Work order: Copy every line from the data below in which the string "dead" can be found.

[Records drawn from a dataset]
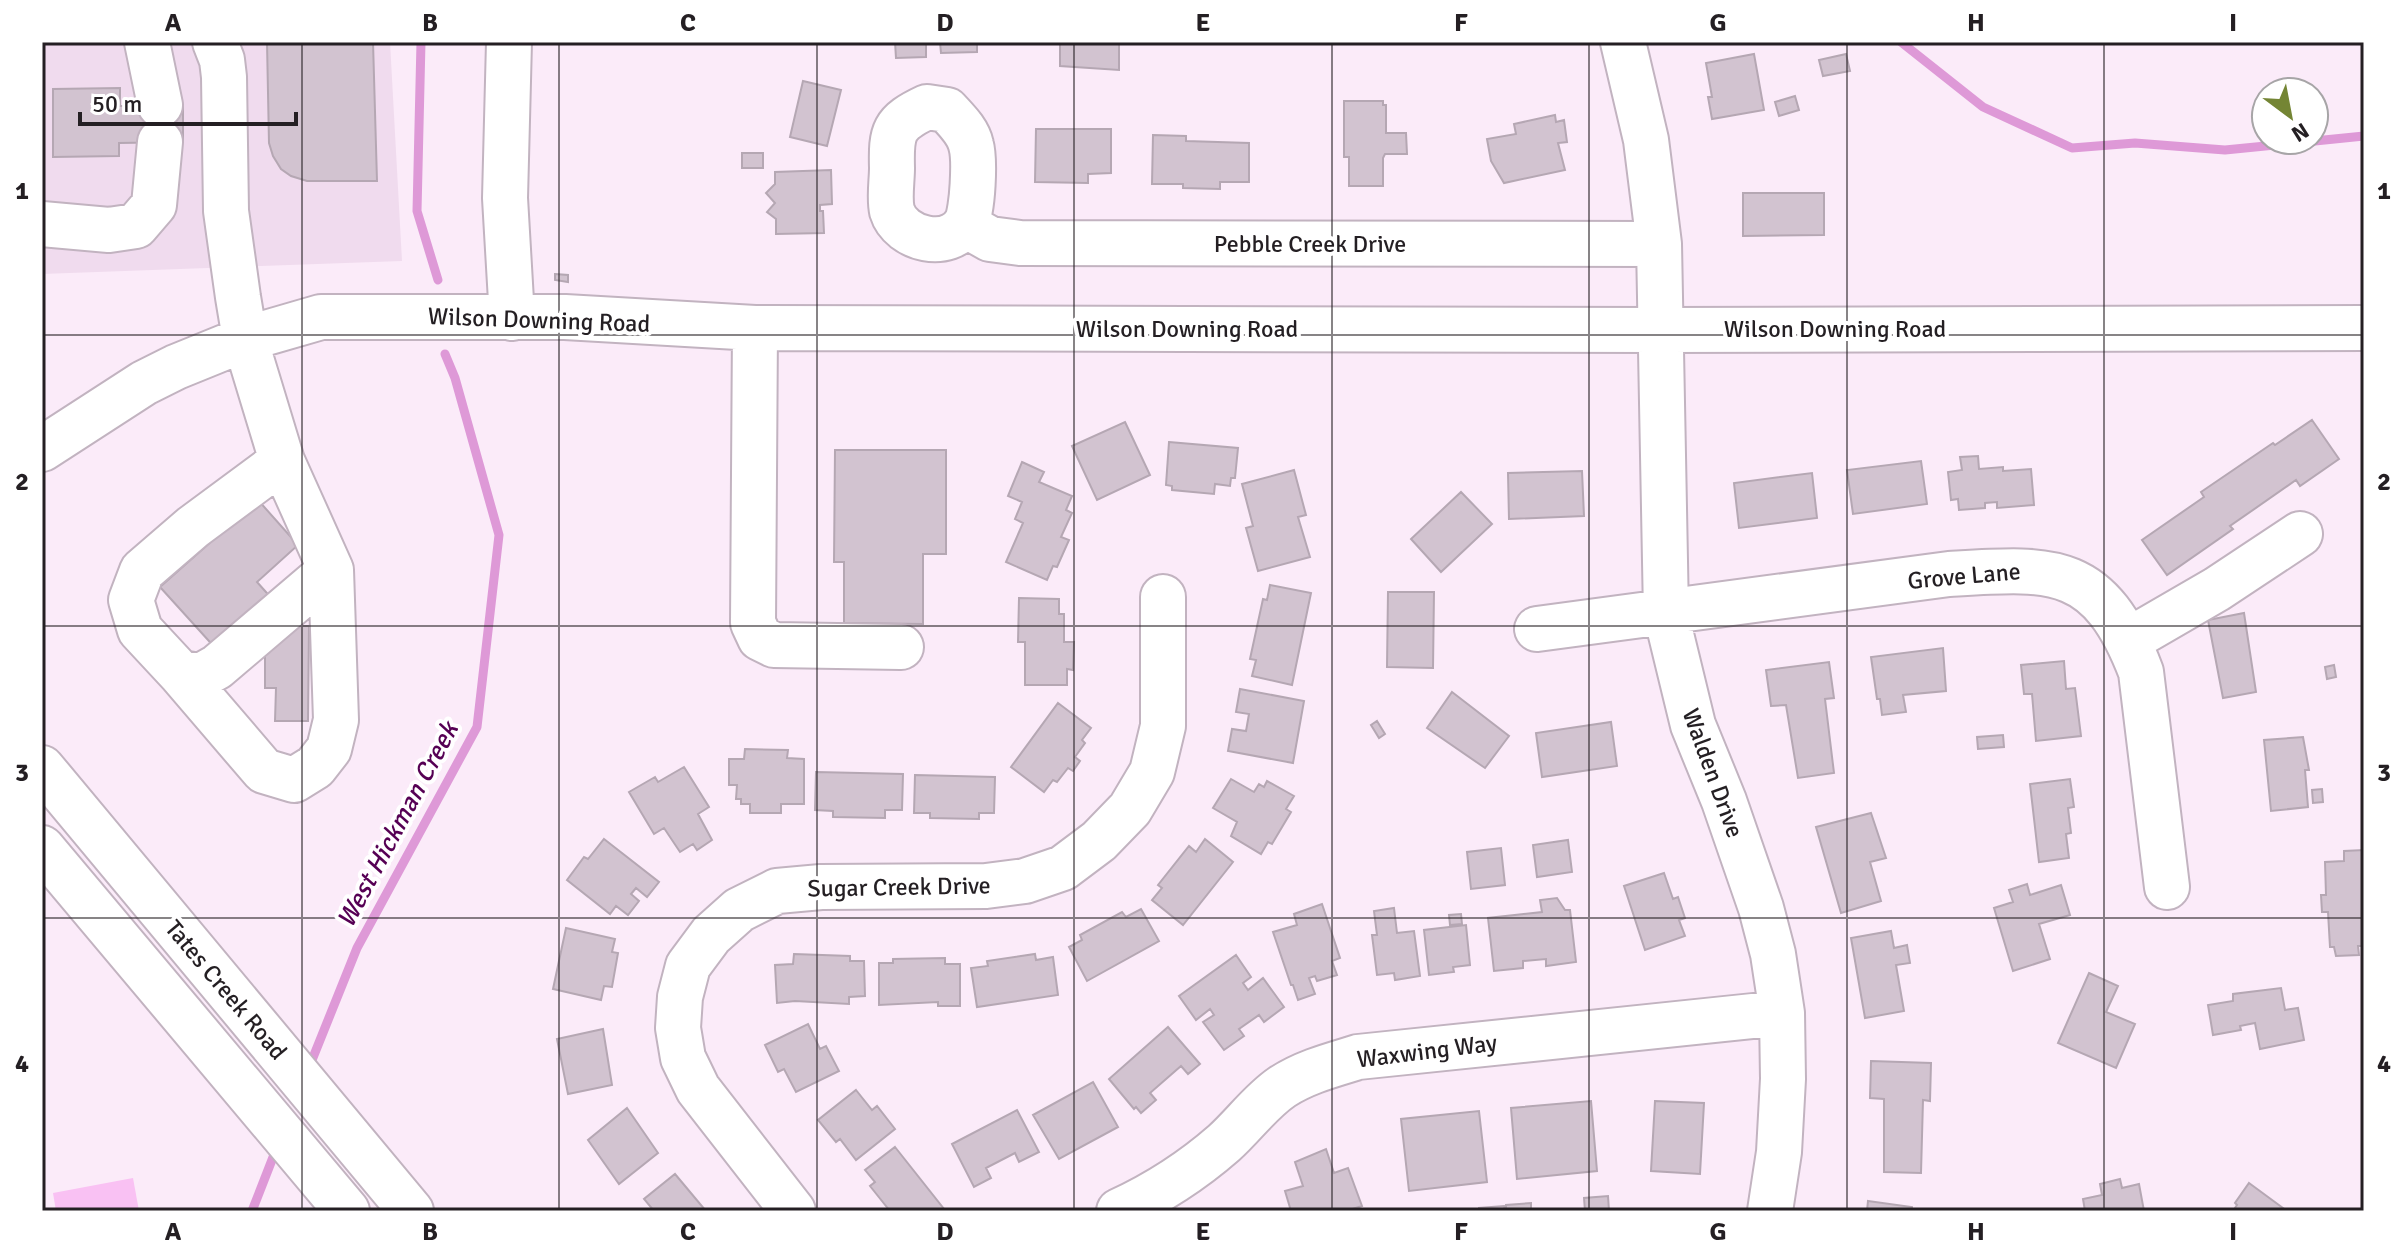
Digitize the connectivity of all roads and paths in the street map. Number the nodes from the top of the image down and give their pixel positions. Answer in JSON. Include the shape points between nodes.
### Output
{"nodes":[{"id":1,"x":147,"y":42,"type":"edge"},
{"id":2,"x":215,"y":42,"type":"edge"},
{"id":3,"x":509,"y":42,"type":"edge"},
{"id":4,"x":1623,"y":42,"type":"edge"},
{"id":5,"x":42,"y":224,"type":"edge"},
{"id":6,"x":965,"y":225,"type":"dead end"},
{"id":7,"x":1659,"y":244,"type":"junction"},
{"id":8,"x":512,"y":318,"type":"junction"},
{"id":9,"x":755,"y":328,"type":"junction"},
{"id":10,"x":2364,"y":328,"type":"edge"},
{"id":11,"x":1661,"y":330,"type":"junction"},
{"id":12,"x":245,"y":339,"type":"junction"},
{"id":13,"x":42,"y":449,"type":"edge"},
{"id":14,"x":282,"y":461,"type":"junction"},
{"id":15,"x":2300,"y":534,"type":"dead end"},
{"id":16,"x":331,"y":570,"type":"junction"},
{"id":17,"x":1163,"y":597,"type":"dead end"},
{"id":18,"x":1666,"y":614,"type":"junction"},
{"id":19,"x":1537,"y":629,"type":"dead end"},
{"id":20,"x":2129,"y":640,"type":"junction"},
{"id":21,"x":901,"y":647,"type":"dead end"},
{"id":22,"x":180,"y":673,"type":"junction"},
{"id":23,"x":42,"y":768,"type":"edge"},
{"id":24,"x":42,"y":848,"type":"edge"},
{"id":25,"x":2167,"y":887,"type":"dead end"},
{"id":26,"x":1782,"y":1013,"type":"junction"},
{"id":27,"x":336,"y":1197,"type":"edge"},
{"id":28,"x":411,"y":1211,"type":"edge"},
{"id":29,"x":793,"y":1211,"type":"edge"},
{"id":30,"x":1119,"y":1211,"type":"edge"},
{"id":31,"x":1770,"y":1211,"type":"edge"}],
"edges":[{"from":1,"to":5,"type":"street","via":[[160,124],[154,205],[136,226],[109,230]]},
{"from":2,"to":12,"type":"street","via":[[224,77],[226,211]]},
{"from":3,"to":8,"type":"street","via":[[505,198]]},
{"from":4,"to":7,"type":"street","name":"Walden Drive","via":[[1646,140]]},
{"from":6,"to":7,"type":"street","name":"Pebble Creek Drive","via":[[990,239],[1020,243]]},
{"from":7,"to":11,"type":"street","name":"Walden Drive"},
{"from":8,"to":9,"type":"street","name":"Wilson Downing Road"},
{"from":8,"to":12,"type":"street","name":"Wilson Downing Road","via":[[321,317]]},
{"from":9,"to":11,"type":"street","name":"Wilson Downing Road"},
{"from":9,"to":21,"type":"street","via":[[753,623],[760,638],[774,645]]},
{"from":10,"to":11,"type":"street","name":"Wilson Downing Road"},
{"from":11,"to":18,"type":"street","name":"Walden Drive"},
{"from":12,"to":13,"type":"street","name":"Wilson Downing Road","via":[[144,383]]},
{"from":12,"to":14,"type":"street"},
{"from":14,"to":16,"type":"street"},
{"from":14,"to":22,"type":"street","via":[[142,571],[131,600],[140,630]]},
{"from":15,"to":20,"type":"street"},
{"from":16,"to":22,"type":"street","via":[[217,667],[201,676]]},
{"from":16,"to":22,"type":"street","via":[[336,720],[329,749],[315,767],[294,780],[264,771]]},
{"from":17,"to":29,"type":"street","name":"Sugar Creek Drive","via":[[1163,726],[1152,772],[1130,809],[1099,841],[1063,868],[1025,881],[777,891],[739,910],[688,966],[678,1028],[683,1058],[698,1089]]},
{"from":18,"to":19,"type":"street","name":"Grove Lane"},
{"from":18,"to":20,"type":"street","name":"Grove Lane","via":[[1949,574],[2029,571],[2079,583],[2111,612]]},
{"from":18,"to":26,"type":"street","name":"Walden Drive","via":[[1693,725],[1761,908]]},
{"from":20,"to":25,"type":"street","name":"Grove Lane","via":[[2149,718]]},
{"from":23,"to":28,"type":"street","name":"Tates Creek Road"},
{"from":24,"to":27,"type":"street","name":"Tates Creek Road"},
{"from":26,"to":30,"type":"street","name":"Waxwing Way","via":[[1358,1057],[1282,1087],[1192,1169]]},
{"from":26,"to":31,"type":"street","name":"Walden Drive","via":[[1783,1094]]}]}
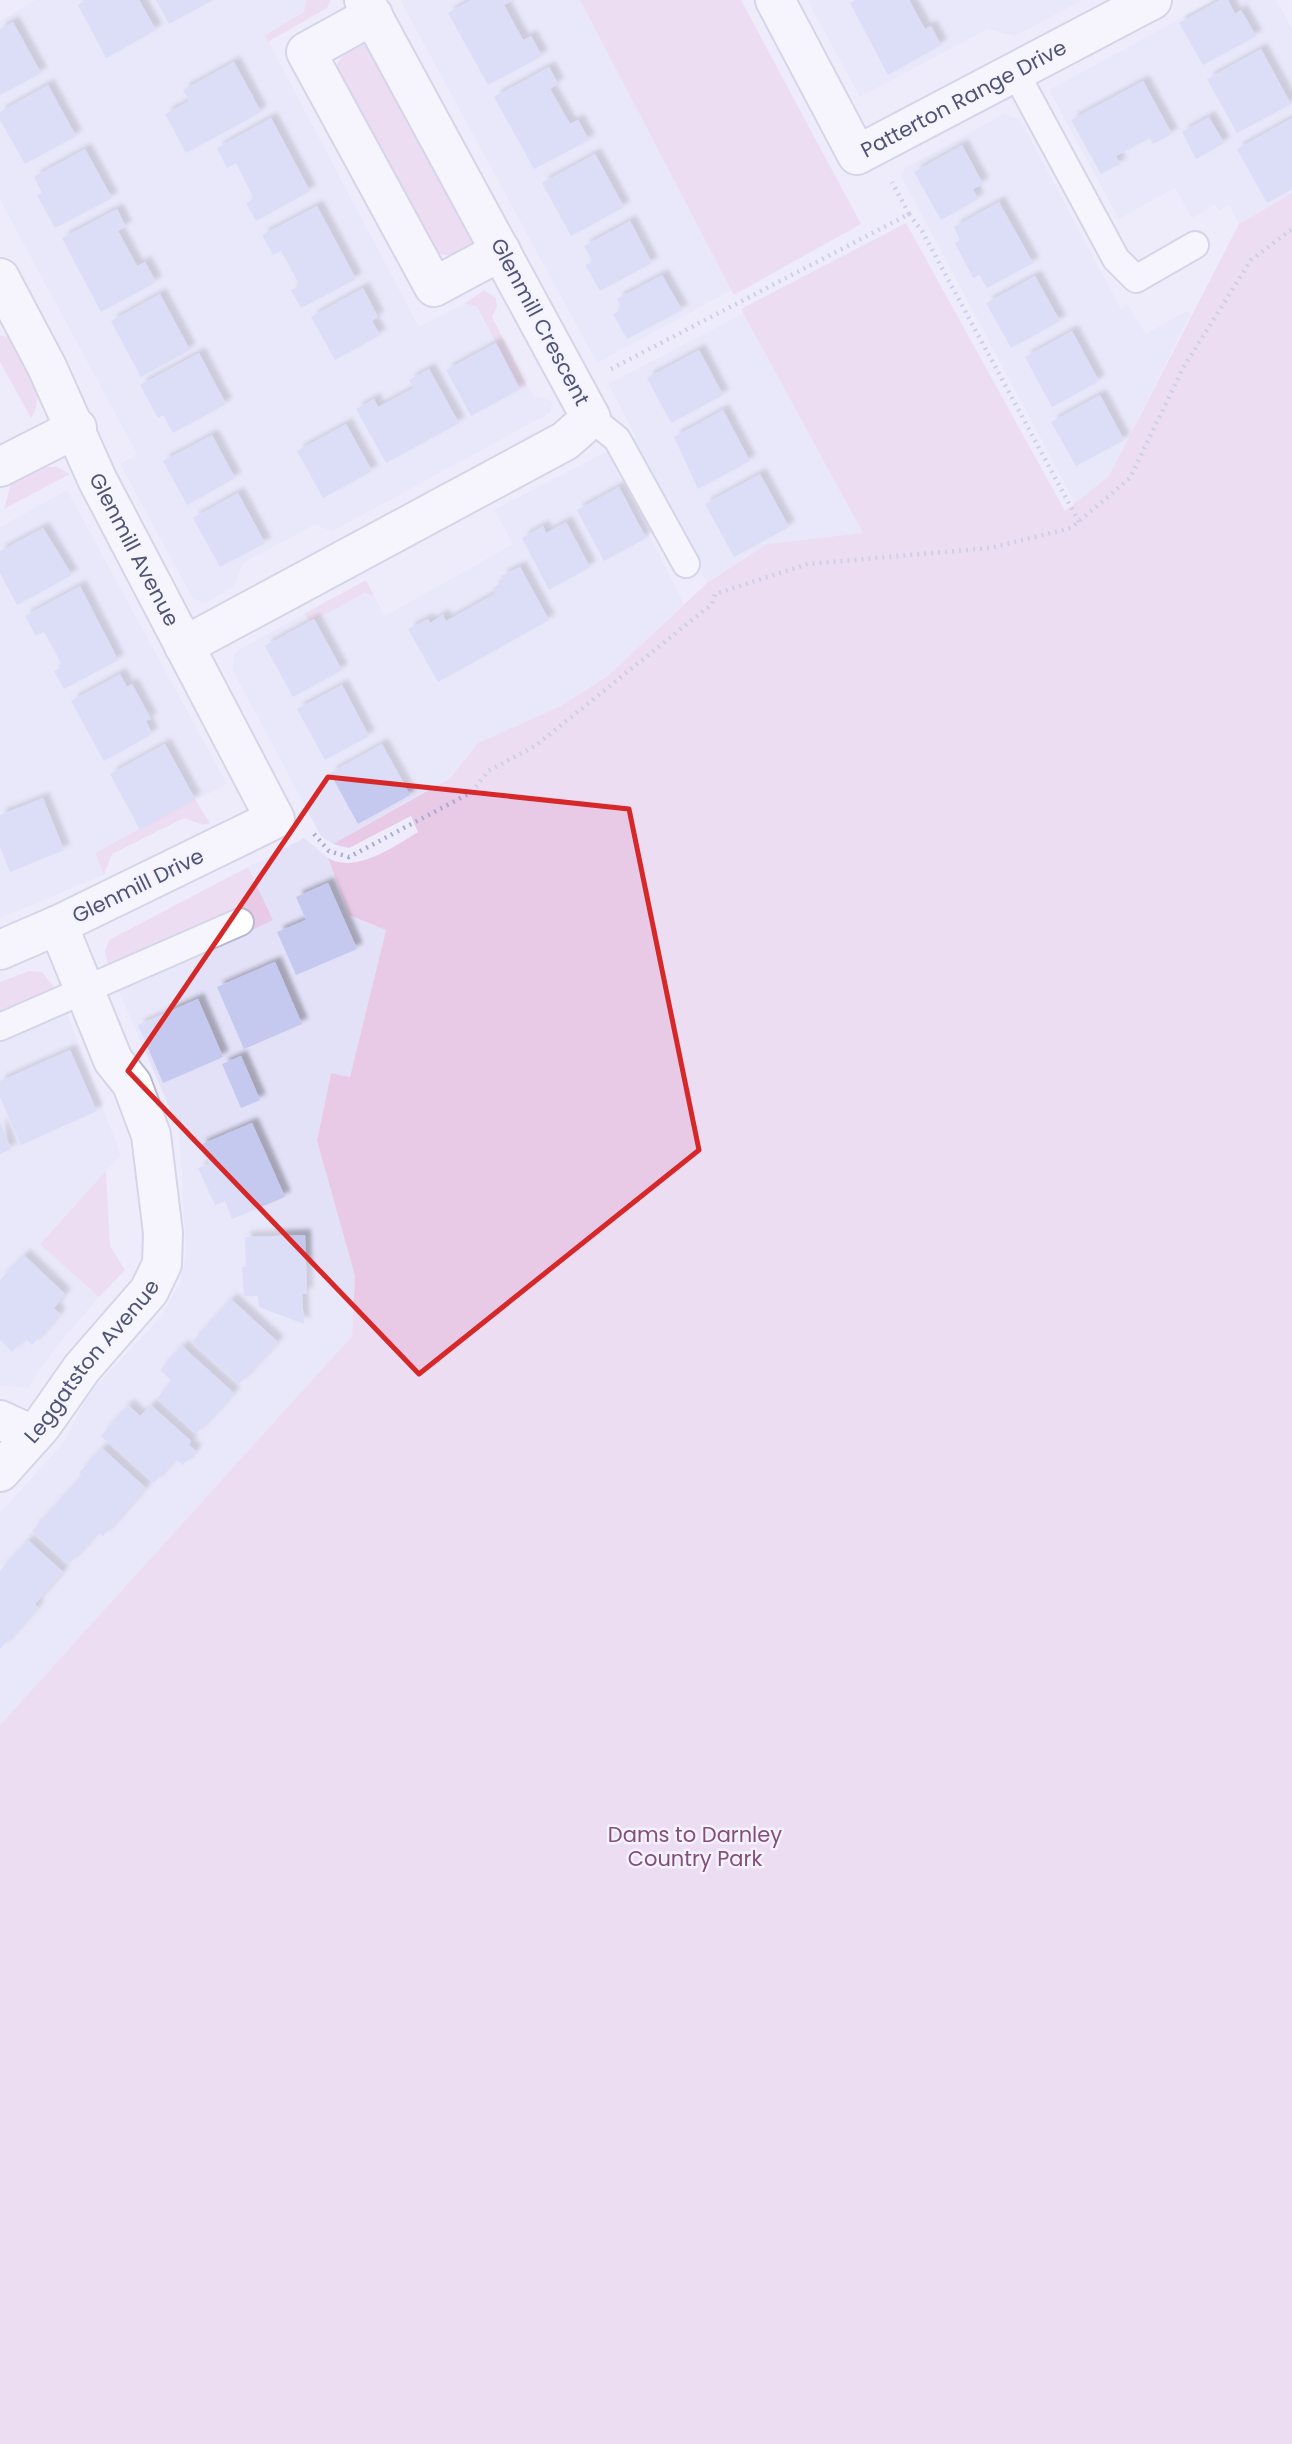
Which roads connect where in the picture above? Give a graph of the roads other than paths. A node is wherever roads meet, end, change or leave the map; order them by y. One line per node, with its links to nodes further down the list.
1 (775, 0): 4 (street, Patterton Range Drive)
2 (1152, 0): 4 (street, Patterton Range Drive)
3 (369, 7): 6 (street, Glenmill Crescent); 6 (street)
4 (1015, 72): 5 (lane)
5 (1195, 245)
6 (501, 251): 8 (street, Glenmill Crescent)
7 (0, 278): 9 (street, Glenmill Avenue)
8 (584, 403): 11 (lane); 12 (street, Glenmill Crescent)
9 (77, 428): 10 (street); 12 (street, Glenmill Avenue)
10 (0, 467)
11 (686, 564)
12 (184, 646): 13 (street, Glenmill Avenue)
13 (275, 819): 15 (street, Glenmill Drive)
14 (240, 922): 17 (lane)
15 (58, 925): 16 (street, Glenmill Drive); 17 (street, Leggatston Avenue)
16 (0, 950)
17 (85, 991): 18 (lane); 19 (street, Leggatston Avenue)
18 (0, 1027)
19 (17, 1428): 20 (street, Leggatston Avenue)
20 (0, 1472)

Solution to the exercise:
{"id":6,"x":965,"y":225,"type":"dead end"},
{"id":15,"x":2300,"y":534,"type":"dead end"},
{"id":17,"x":1163,"y":597,"type":"dead end"},
{"id":19,"x":1537,"y":629,"type":"dead end"},
{"id":21,"x":901,"y":647,"type":"dead end"},
{"id":25,"x":2167,"y":887,"type":"dead end"},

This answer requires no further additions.